Requirement: Set down all of the records below exactly, please, omitting the images.
* * * * * * * * *
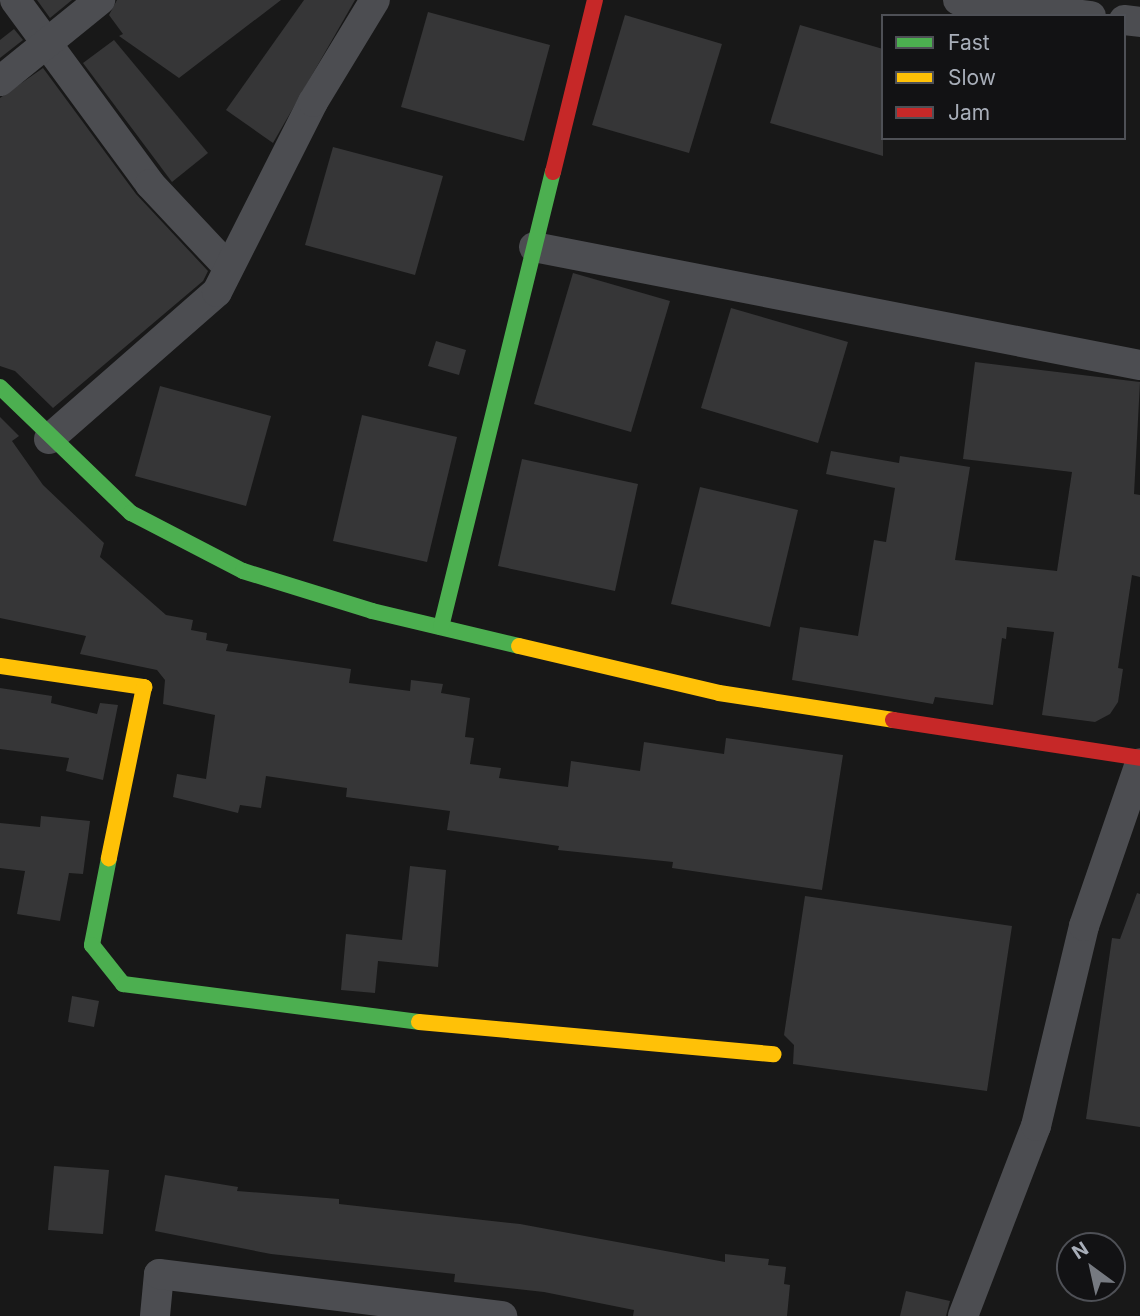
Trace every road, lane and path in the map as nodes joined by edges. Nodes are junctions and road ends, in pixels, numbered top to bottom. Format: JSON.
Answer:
{"nodes":[{"id":1,"x":15,"y":0,"type":"edge"},
{"id":2,"x":100,"y":0,"type":"edge"},
{"id":3,"x":375,"y":0,"type":"edge"},
{"id":4,"x":595,"y":0,"type":"edge"},
{"id":5,"x":958,"y":0,"type":"edge"},
{"id":6,"x":1074,"y":14,"type":"edge"},
{"id":7,"x":48,"y":41,"type":"junction"},
{"id":8,"x":0,"y":82,"type":"edge"},
{"id":9,"x":534,"y":247,"type":"junction"},
{"id":10,"x":228,"y":267,"type":"junction"},
{"id":11,"x":1140,"y":365,"type":"edge"},
{"id":12,"x":0,"y":387,"type":"edge"},
{"id":13,"x":50,"y":439,"type":"junction"},
{"id":14,"x":441,"y":627,"type":"junction"},
{"id":15,"x":0,"y":666,"type":"edge"},
{"id":16,"x":1140,"y":758,"type":"edge"},
{"id":17,"x":1140,"y":763,"type":"edge"},
{"id":18,"x":774,"y":1054,"type":"dead end"},
{"id":19,"x":155,"y":1316,"type":"edge"},
{"id":20,"x":502,"y":1316,"type":"edge"},
{"id":21,"x":963,"y":1316,"type":"edge"}],
"edges":[{"from":1,"to":7,"type":"street"},
{"from":2,"to":7,"type":"street"},
{"from":3,"to":10,"type":"street"},
{"from":4,"to":9,"type":"street"},
{"from":5,"to":6,"type":"street"},
{"from":7,"to":8,"type":"street"},
{"from":7,"to":10,"type":"street"},
{"from":9,"to":11,"type":"street"},
{"from":9,"to":14,"type":"street"},
{"from":10,"to":13,"type":"street"},
{"from":12,"to":13,"type":"street"},
{"from":13,"to":14,"type":"street"},
{"from":14,"to":16,"type":"street"},
{"from":15,"to":18,"type":"street"},
{"from":17,"to":21,"type":"street"},
{"from":19,"to":20,"type":"street"}]}
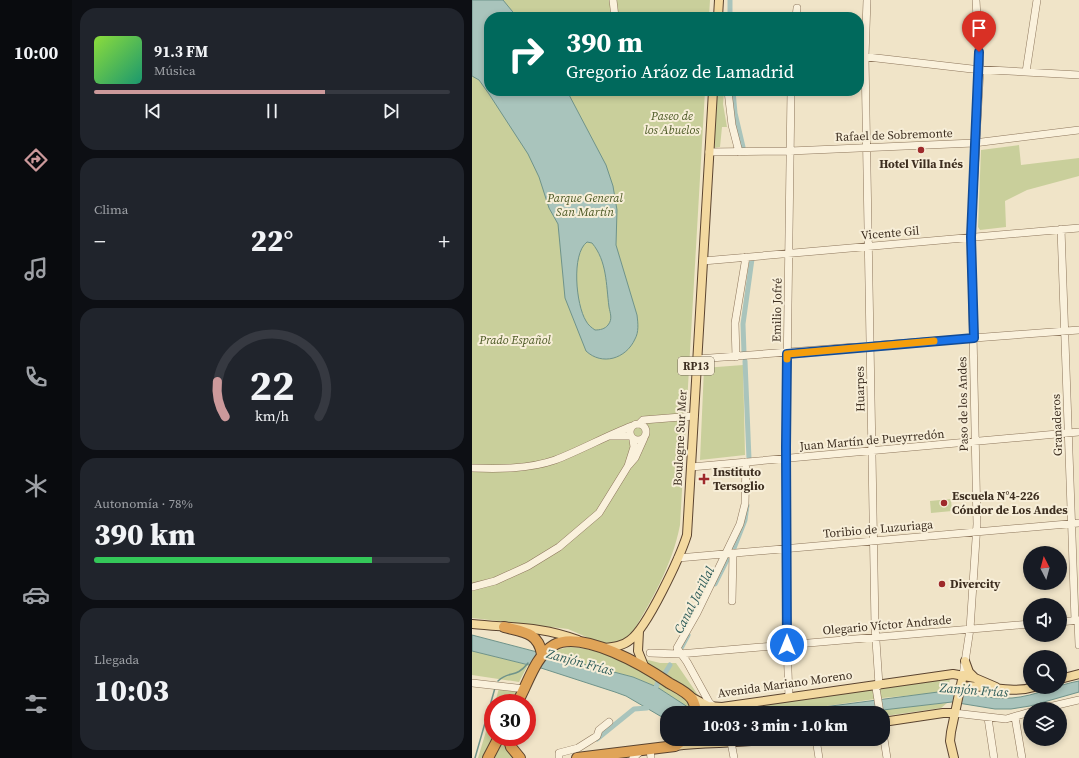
* * * * * * * * *
Answer box:
Trace every road, lane and path in the map as nodes joined by edges. Nodes are junctions and road ends, in pixels, numbered top to bottom. Format: JSON.
Answer:
{"nodes":[{"id":1,"x":15,"y":0,"type":"edge"},
{"id":2,"x":100,"y":0,"type":"edge"},
{"id":3,"x":375,"y":0,"type":"edge"},
{"id":4,"x":595,"y":0,"type":"edge"},
{"id":5,"x":958,"y":0,"type":"edge"},
{"id":6,"x":1074,"y":14,"type":"edge"},
{"id":7,"x":48,"y":41,"type":"junction"},
{"id":8,"x":0,"y":82,"type":"edge"},
{"id":9,"x":534,"y":247,"type":"junction"},
{"id":10,"x":228,"y":267,"type":"junction"},
{"id":11,"x":1140,"y":365,"type":"edge"},
{"id":12,"x":0,"y":387,"type":"edge"},
{"id":13,"x":50,"y":439,"type":"junction"},
{"id":14,"x":441,"y":627,"type":"junction"},
{"id":15,"x":0,"y":666,"type":"edge"},
{"id":16,"x":1140,"y":758,"type":"edge"},
{"id":17,"x":1140,"y":763,"type":"edge"},
{"id":18,"x":774,"y":1054,"type":"dead end"},
{"id":19,"x":155,"y":1316,"type":"edge"},
{"id":20,"x":502,"y":1316,"type":"edge"},
{"id":21,"x":963,"y":1316,"type":"edge"}],
"edges":[{"from":1,"to":7,"type":"street"},
{"from":2,"to":7,"type":"street"},
{"from":3,"to":10,"type":"street"},
{"from":4,"to":9,"type":"street"},
{"from":5,"to":6,"type":"street"},
{"from":7,"to":8,"type":"street"},
{"from":7,"to":10,"type":"street"},
{"from":9,"to":11,"type":"street"},
{"from":9,"to":14,"type":"street"},
{"from":10,"to":13,"type":"street"},
{"from":12,"to":13,"type":"street"},
{"from":13,"to":14,"type":"street"},
{"from":14,"to":16,"type":"street"},
{"from":15,"to":18,"type":"street"},
{"from":17,"to":21,"type":"street"},
{"from":19,"to":20,"type":"street"}]}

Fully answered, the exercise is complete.